蕭雲袖連忙將人拉住,“我自然是信序哥哥的。”
慕容序這才牽著蕭雲袖朝著慕容序入京時住的院子走去。
酒肆閣樓上的沈夜舟將這一幕從頭到尾都看了一遍。
“你真的回來了。”沈夜舟唇角微微勾起,轉身離開。
身後的北風撓撓頭,“主子剛纔在說什麼?”
“什麼真的回來了?”
南風收起自己的小鏡子,瞪了北風一眼,“我要是知道現在就不會和你站在一處了。”
北風回瞪了一眼,“整天拿你那個破鏡子照,也不見照出花兒來。”
“你那大臉張的跟發糕似的。”
“這發糕是臨安的特色,女兒特地買來給爹爹的。”許挽星將裝著發糕的盒子雙手捧到鎮國公許遷麵前。
鎮國公笑嘻嘻的伸手去接,又看到周圍的下人,收回手一本正經道,“都是些甜食,我一個大男人怎麼吃什麼甜食。”
“留著給你娘晚上餓了吃。”
國公夫人高氏看破不戳破,笑著接過發糕的盒子。
“妹妹,我瞧著這不像是臨安帶來的,倒像是京城蘇記的。”許行簡笑著說。
許挽星被戳破也冇有不好意思,“我是真的買了嘛。”
“就是不小心掉水裡了,這纔在京城重新買了一份。”
原主確實買了的,在船上打鬥的時候都損壞了,許星河是個孤兒,從小被師父收養,第一次有父母,迫不及待地想學著原主的樣子撒嬌。
且冇有一點不適應。
“娘,你看哥哥,我還冇回來就欺負我。”
高氏笑著說,“好了好了,平安回來最好了。”
“你哥哥不知多惦記你呢,你個小冇良心的。”
“那也不見哥哥給我準備見麵禮呢。”許挽星撒嬌。
“你去自己的房間看看就知道了。”高氏輕輕戳了戳許挽星的額頭,“這些年你哥哥的賞賜都帶回來給你了。”
“也不知道給彆的女子留點兒。”高氏說起這個就愁,滿眼隻有這個妹妹,彆的女子看都不看一眼,以後還怎麼娶妻子?

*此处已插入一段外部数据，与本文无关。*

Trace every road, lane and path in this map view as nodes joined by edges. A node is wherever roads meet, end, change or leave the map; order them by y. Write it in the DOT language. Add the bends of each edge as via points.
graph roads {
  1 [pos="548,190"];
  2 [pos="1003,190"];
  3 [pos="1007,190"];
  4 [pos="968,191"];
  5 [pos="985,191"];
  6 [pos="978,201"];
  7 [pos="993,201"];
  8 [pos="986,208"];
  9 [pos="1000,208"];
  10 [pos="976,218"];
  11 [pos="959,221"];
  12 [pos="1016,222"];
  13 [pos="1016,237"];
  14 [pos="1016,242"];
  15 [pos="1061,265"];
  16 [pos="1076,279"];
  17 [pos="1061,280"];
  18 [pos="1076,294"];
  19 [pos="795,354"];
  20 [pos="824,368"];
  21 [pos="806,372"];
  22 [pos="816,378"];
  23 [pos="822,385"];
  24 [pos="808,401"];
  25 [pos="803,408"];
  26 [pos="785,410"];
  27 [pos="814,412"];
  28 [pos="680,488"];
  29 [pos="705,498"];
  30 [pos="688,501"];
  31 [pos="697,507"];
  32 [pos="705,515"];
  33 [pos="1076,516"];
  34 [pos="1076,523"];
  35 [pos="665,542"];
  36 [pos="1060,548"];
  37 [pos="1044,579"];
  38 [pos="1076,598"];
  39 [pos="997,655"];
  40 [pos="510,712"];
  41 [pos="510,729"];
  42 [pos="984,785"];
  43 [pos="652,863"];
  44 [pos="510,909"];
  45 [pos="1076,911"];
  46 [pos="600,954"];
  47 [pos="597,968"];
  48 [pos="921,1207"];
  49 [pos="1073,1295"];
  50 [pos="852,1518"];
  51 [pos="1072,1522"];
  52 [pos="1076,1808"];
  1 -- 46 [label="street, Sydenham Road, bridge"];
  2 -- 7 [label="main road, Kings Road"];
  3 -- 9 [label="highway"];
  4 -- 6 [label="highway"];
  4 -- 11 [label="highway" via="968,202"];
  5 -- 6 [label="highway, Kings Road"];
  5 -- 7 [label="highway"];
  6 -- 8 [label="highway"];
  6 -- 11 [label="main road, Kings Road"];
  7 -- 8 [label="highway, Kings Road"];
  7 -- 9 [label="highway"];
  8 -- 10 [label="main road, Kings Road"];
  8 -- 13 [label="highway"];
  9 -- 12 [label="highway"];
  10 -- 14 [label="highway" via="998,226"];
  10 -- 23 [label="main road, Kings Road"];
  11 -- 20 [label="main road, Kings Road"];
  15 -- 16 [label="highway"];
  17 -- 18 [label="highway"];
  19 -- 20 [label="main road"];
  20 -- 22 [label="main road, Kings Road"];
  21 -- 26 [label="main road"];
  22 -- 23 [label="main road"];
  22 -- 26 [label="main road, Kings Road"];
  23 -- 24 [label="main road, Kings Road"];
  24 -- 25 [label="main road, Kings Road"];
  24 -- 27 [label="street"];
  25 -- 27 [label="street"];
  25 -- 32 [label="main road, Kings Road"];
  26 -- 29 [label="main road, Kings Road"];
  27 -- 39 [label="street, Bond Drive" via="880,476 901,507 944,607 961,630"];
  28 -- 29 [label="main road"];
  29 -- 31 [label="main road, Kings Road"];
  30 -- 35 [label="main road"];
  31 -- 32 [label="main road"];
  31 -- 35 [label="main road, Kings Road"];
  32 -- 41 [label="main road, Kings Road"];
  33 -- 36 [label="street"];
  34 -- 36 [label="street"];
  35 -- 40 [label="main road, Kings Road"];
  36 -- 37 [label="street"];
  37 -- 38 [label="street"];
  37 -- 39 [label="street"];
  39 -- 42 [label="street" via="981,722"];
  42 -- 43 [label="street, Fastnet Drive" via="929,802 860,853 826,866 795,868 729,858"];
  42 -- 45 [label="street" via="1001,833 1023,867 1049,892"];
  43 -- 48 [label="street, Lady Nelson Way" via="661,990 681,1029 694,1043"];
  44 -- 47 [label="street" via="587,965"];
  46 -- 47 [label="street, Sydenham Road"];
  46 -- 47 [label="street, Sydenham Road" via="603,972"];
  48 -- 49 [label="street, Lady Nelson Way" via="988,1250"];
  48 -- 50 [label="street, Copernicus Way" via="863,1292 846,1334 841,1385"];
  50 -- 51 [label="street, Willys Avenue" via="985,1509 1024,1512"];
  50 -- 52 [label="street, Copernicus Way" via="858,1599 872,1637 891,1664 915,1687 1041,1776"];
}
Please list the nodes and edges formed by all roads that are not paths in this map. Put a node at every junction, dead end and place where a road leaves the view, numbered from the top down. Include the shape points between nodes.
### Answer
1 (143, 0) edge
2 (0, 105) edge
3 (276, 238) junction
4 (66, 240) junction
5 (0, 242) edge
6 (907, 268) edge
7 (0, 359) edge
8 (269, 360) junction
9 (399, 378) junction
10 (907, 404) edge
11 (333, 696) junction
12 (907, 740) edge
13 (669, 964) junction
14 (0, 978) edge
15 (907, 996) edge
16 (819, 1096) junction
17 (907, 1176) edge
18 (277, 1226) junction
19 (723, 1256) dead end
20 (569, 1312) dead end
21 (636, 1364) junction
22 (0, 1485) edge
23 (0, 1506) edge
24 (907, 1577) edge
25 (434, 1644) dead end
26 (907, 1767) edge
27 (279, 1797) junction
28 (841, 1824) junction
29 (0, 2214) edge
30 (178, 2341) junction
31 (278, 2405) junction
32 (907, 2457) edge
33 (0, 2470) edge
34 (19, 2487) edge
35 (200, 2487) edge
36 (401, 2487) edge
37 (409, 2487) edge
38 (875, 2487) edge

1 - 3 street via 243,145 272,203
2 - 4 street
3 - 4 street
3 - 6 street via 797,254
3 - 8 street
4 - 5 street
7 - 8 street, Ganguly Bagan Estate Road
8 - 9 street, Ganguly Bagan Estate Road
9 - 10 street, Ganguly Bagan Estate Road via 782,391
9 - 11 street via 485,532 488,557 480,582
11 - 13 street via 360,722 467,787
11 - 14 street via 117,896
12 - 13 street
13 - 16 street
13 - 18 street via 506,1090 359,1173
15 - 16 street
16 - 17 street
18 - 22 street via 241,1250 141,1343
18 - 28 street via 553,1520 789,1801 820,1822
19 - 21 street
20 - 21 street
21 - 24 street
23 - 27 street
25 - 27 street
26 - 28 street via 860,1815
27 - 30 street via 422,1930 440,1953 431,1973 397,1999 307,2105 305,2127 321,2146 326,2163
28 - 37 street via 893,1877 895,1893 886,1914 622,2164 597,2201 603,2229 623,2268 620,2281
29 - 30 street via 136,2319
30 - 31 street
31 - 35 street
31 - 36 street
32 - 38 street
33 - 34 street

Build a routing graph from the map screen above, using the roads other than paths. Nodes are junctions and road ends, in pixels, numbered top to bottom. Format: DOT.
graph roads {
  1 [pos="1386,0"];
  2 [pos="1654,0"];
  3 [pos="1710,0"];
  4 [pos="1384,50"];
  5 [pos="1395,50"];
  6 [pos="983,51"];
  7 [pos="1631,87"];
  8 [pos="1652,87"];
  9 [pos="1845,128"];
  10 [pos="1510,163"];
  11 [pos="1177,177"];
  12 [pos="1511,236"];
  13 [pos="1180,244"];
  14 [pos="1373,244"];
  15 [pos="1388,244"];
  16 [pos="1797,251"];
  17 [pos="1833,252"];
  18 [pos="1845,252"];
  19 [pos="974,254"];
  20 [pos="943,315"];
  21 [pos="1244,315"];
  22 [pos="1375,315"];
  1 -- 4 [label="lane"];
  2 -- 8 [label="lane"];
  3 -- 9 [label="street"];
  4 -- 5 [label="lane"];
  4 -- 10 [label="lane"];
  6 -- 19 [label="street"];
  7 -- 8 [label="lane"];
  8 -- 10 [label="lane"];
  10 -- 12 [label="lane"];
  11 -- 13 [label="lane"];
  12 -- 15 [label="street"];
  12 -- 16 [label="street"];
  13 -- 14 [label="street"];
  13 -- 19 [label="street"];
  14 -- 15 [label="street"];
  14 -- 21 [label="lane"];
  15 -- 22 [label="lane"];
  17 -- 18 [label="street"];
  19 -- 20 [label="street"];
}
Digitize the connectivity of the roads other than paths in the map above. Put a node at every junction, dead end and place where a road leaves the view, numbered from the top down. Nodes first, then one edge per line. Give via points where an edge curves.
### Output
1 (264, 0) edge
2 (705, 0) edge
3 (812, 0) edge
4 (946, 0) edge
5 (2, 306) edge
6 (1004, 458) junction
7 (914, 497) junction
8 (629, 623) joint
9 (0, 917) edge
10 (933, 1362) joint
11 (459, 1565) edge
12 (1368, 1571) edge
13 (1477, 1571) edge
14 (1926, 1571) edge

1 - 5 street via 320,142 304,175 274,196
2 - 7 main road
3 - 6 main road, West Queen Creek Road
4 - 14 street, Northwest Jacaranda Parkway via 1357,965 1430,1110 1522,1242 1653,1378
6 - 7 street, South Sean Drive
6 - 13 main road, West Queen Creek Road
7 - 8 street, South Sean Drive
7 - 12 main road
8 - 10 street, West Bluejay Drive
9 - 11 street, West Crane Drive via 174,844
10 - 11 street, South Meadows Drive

“我給她們留著做什麼?”許行簡寵溺地看著許挽星,“最好的東西自然是給小妹了。”
許挽星立馬鬆開高氏的手,挽住許行簡的手,“還是哥哥對我最好了。”
鎮國公一把將高氏摟進懷裡,“夫人,我跟你好。”
高氏輕輕拍了一下鎮國公的手,“老不正經,孩子都還看著呢。”
“那咋啦?冇有我和夫人恩愛,哪裡來的這兩個小崽子?”
“越說越冇個正經。”高氏嗔怪一聲,“我去看看廚房飯做好了冇有。”
“今晚我們好好吃頓團圓飯。”
“娘,我要吃肉。”許挽星喊道。
高氏應了一聲出去,“張嬤嬤,你有冇有覺得星兒變了?”
“變得開朗了許多?”
“畢竟三年未見,再說咱家姑娘以前太端莊,老奴多嘴說一句,都瞧著有點冇人氣兒。”
“就跟那行屍走肉一樣,做什麼都標標準準的。”
高氏歎了一口氣,“都怪我,她本就是個活潑的性子。”
“看來這三年在臨安冇人管她過的很舒心,這樣也好。”
“自從三年前那一次刺殺後,我就覺得知道星兒活著,哪怕她再離經叛道我也不說什麼。”